Transthoracic echocardiography (TTE) with a bubble study showed patent foramen ovale (PFO) with a significant right-to-left shunt (Fig. 3). TTE also showed evidence of minimal reduction in the left ventricular ejection fraction (LVEF) and inferolateral hypokinesis.
Lower limb Doppler assessment was carried out and showed no evidence of deep venous thrombosis (DVT). The case was discussed at a heart team meeting and the decision was made to offer the patient percutaneous closure of the PFO and the patient was advised against the use of OCPs. Successful PFO closure was performed using an 18 mm Amplatzer occluder with no acute complications (Fig. 4).
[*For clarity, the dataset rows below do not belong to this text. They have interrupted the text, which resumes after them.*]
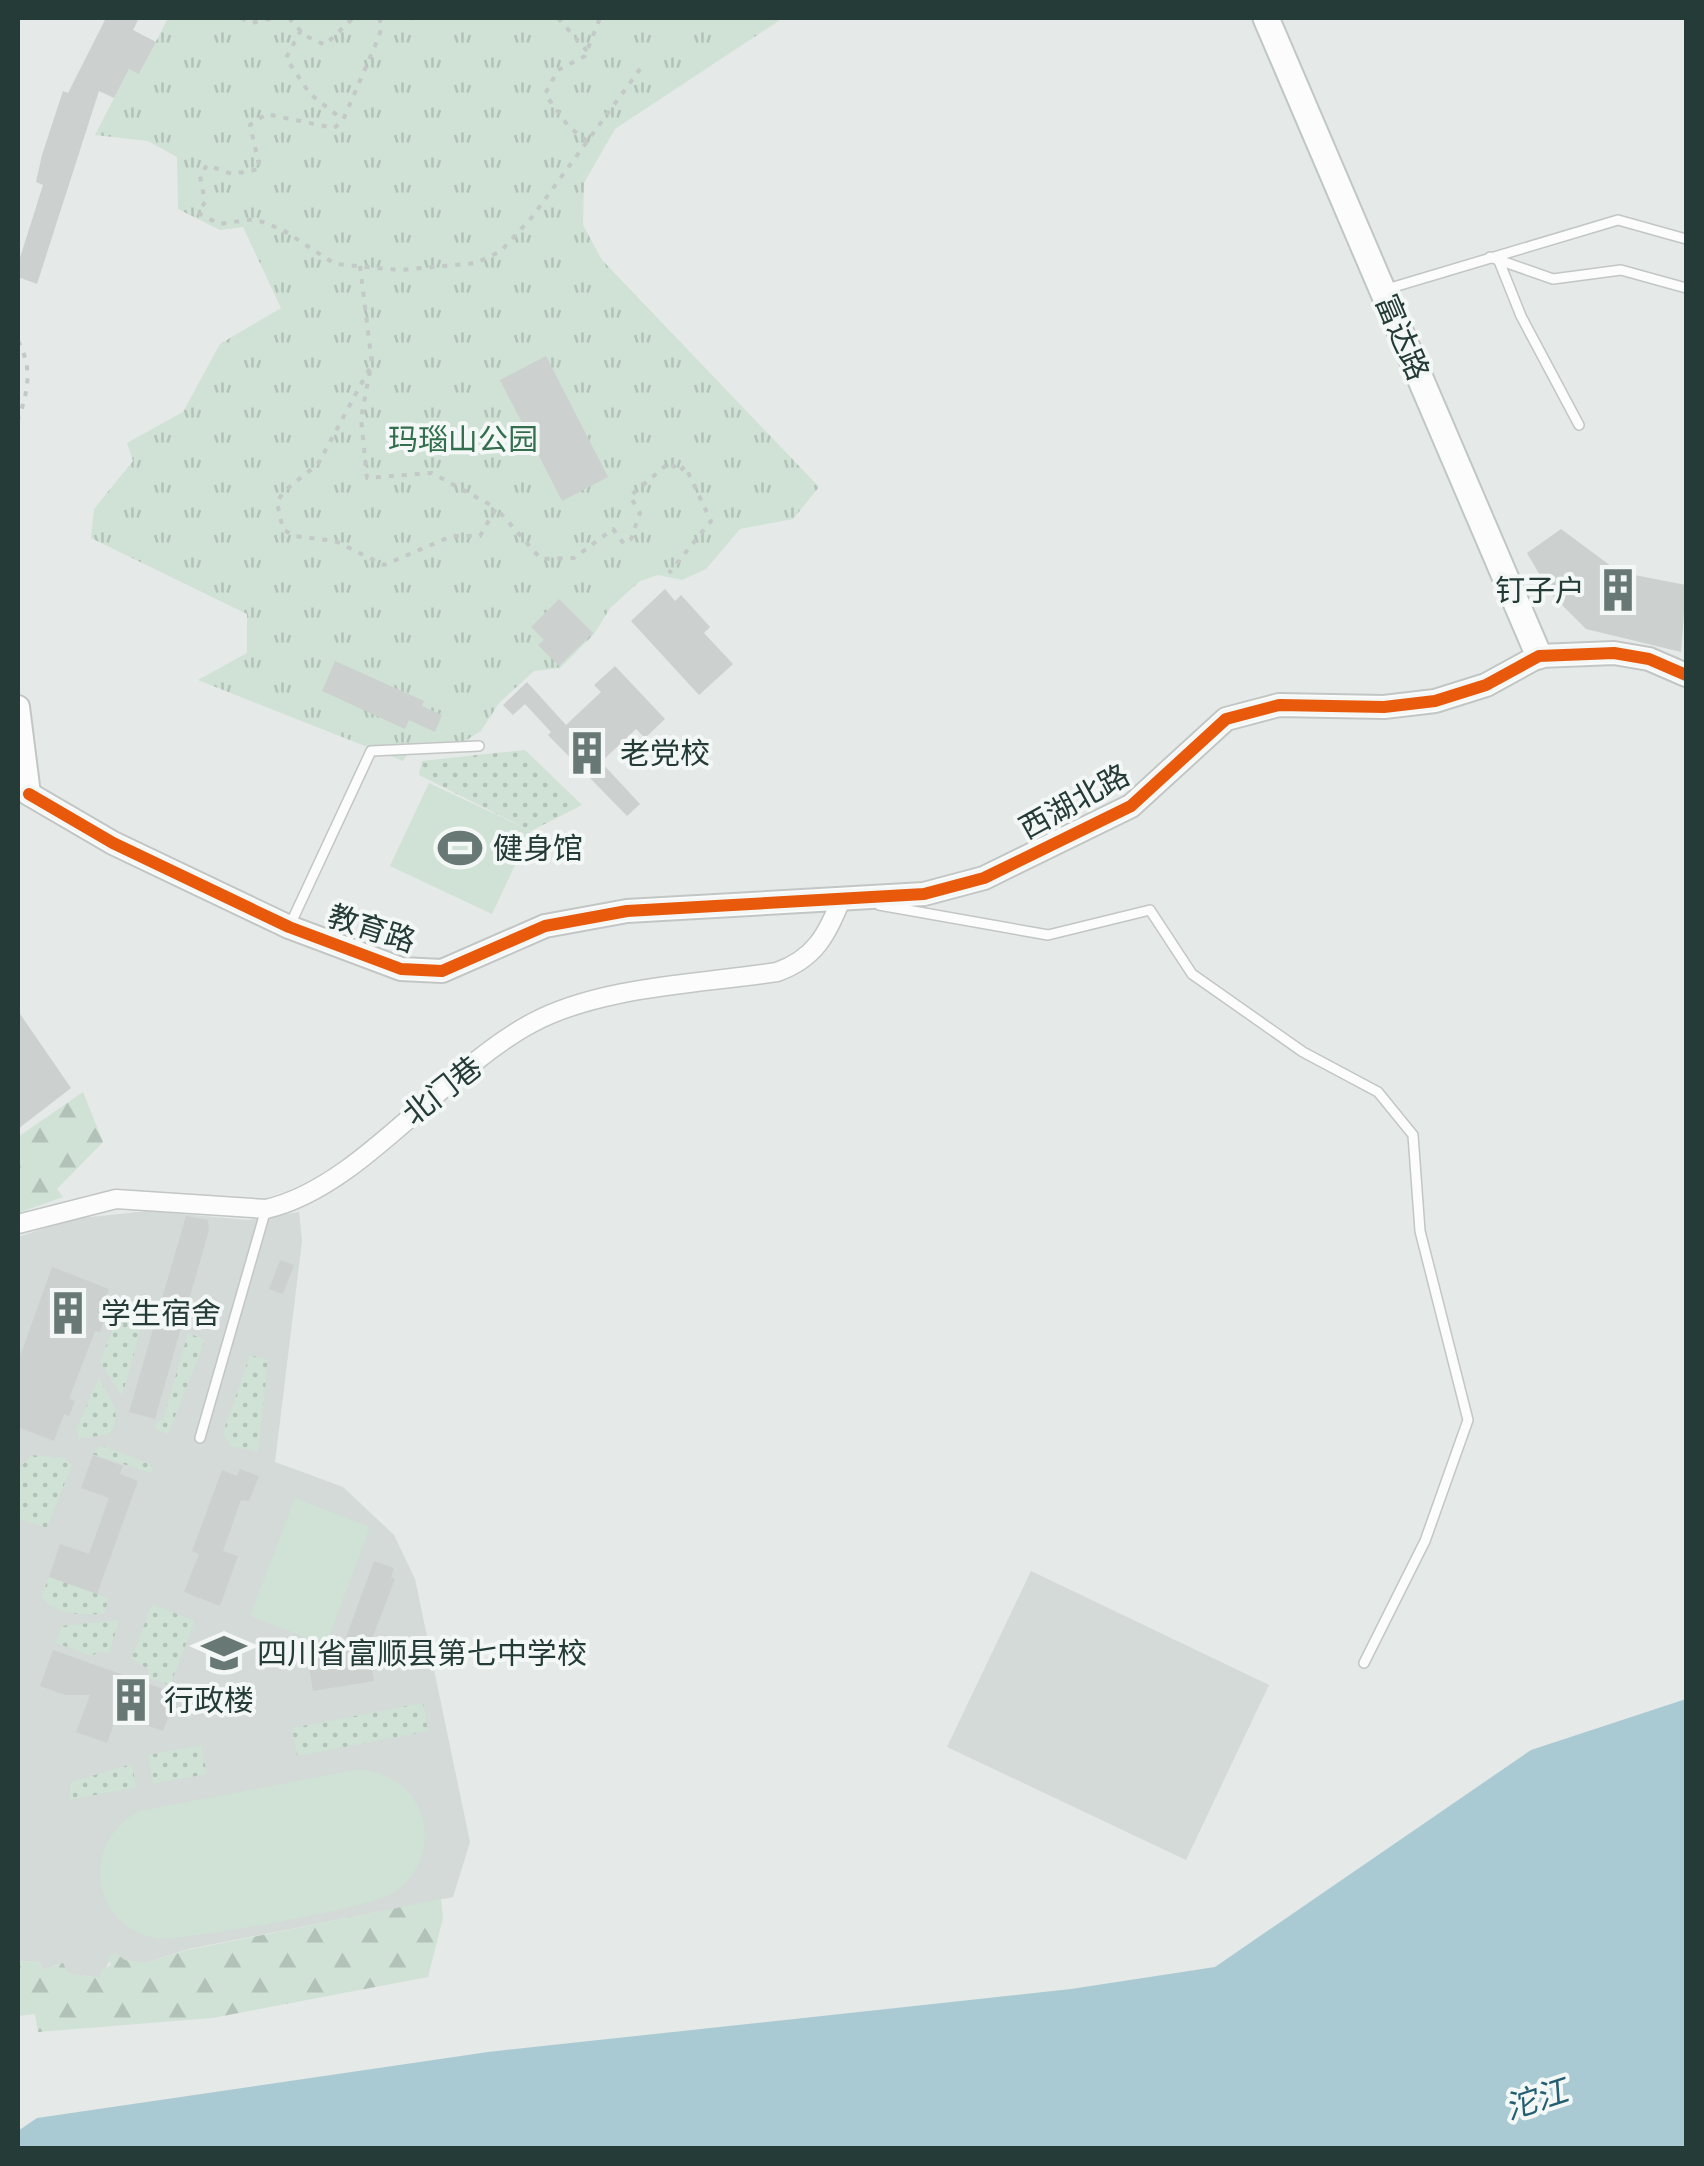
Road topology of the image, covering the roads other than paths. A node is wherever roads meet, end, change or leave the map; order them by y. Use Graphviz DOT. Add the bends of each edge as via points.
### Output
graph roads {
  1 [pos="1266,18"];
  2 [pos="1686,239"];
  3 [pos="1494,259"];
  4 [pos="1686,288"];
  5 [pos="1383,290"];
  6 [pos="1579,424"];
  7 [pos="1539,656"];
  8 [pos="1686,675"];
  9 [pos="18,707"];
  10 [pos="479,746"];
  11 [pos="23,802"];
  12 [pos="842,898"];
  13 [pos="289,927"];
  14 [pos="266,1208"];
  15 [pos="18,1224"];
  16 [pos="200,1438"];
  17 [pos="1364,1663"];
  1 -- 5 [label="main road, 富达路"];
  2 -- 3 [label="lane" via="1618,220"];
  3 -- 4 [label="lane" via="1553,279 1621,270"];
  3 -- 5 [label="lane"];
  3 -- 6 [label="lane"];
  5 -- 7 [label="main road, 富达路"];
  7 -- 8 [label="street" via="1614,654"];
  7 -- 12 [label="street, 西湖北路" via="1486,685 1435,701 1279,705 1226,720 1130,806 984,878 924,894"];
  9 -- 11 [label="street"];
  10 -- 13 [label="lane" via="371,751"];
  11 -- 13 [label="street, 教育路"];
  12 -- 13 [label="street, 教育路" via="611,914 546,926 442,971 402,968"];
  12 -- 14 [label="street, 北门巷" via="823,942 803,962 777,972 588,1000 531,1023 438,1088 316,1192"];
  12 -- 17 [label="lane" via="1048,935 1150,910 1192,974 1303,1052 1378,1092 1412,1135 1420,1231 1468,1420 1425,1540"];
  14 -- 15 [label="street, 北门巷" via="116,1200"];
  14 -- 16 [label="lane"];
}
Figure 3 (click to enlarge)

Figure 4 (click to enlarge)

Figure 3. TTE: (A) a colour Doppler image showing the PFO shunt; (B) a view showing the positive bubble study for PFO
Figure 4. PFO closure procedure with an Amplatzer occluder

DISCUSSION

PFO is a common abnormality affecting between 20 and 34% of the adult population[1]. For most people it is a benign finding and asymptomatic; however, in some, PFO can enable a paradoxical embolus to transit from the venous to the arterial circulation, causing systemic embolization[2].
The majority of paradoxical coronary artery embolism occurrences are missed clinically and remain undiagnosed. High clinical suspicion is required to make the diagnosis. It is an important diagnosis to make as it has an impact on management and prognosis. The management of acute coronary syndrome caused by paradoxical coronary artery embolism is similar to that occurring within the setting of atherosclerotic CAD. Manual aspiration thrombectomy can be performed to remove the embolus and PCI can be avoided if the right diagnosis is made. The usual antiplatelet and statin therapy is not required as the underlying diagnosis is not CAD. Beta blockers and ACE inhibitor therapy can be used in cases with evidence of a reduced LVEF. Anticoagulation therapy is used to treat venous thrombosis[3].
In patients presenting with myocardial infarction (MI) and normal coronary arteries, intravascular imaging at the time of coronary angiography can play an important role in reaching the correct diagnosis[4].
A number of recent randomized trials have demonstrated that PFO closure is superior to medical therapy with respect to recurrent systemic embolic events. The early results of the Randomized Evaluation of Recurrent Stroke Comparing PFO Closure to Established Current Standard of Care Treatment (RESPECT) trial did not show benefits of PFO closure; however, recently, an extended follow-up of patients demonstrated that there was a reduction in ischaemic stroke compared with medical therapy[5,6].
The Gore® Septal Occluder device for PFO closure in stroke patients (Gore REDUCE) trial demonstrated a significant reduction in clinical ischaemic stroke when compared with antiplatelet therapy alone[7].
Finally, the Device Closure Versus Medical Therapy for Cryptogenic Stroke Patients With High-Risk Patent Foramen Ovale (DEFENSE-PFO) study showed a reduction in the composite endpoint of stroke, vascular death and Thrombolysis In MI-defined major bleeding at 2 years with PFO closure compared with medical therapy[8].
Although percutaneous device closure has not been studied in paradoxical coronary embolism, closure of PFO would be indicated in a similar manner to that for paradoxical embolic stroke.

CONCLUSION

Paradoxical coronary embolism is a rare cause of acute coronary syndrome. Once suspected, careful imaging including TEE is important for a presumptive diagnosis. In addition to acute management of acute coronary syndrome, PFO closure to prevent recurrent thromboembolism should be considered.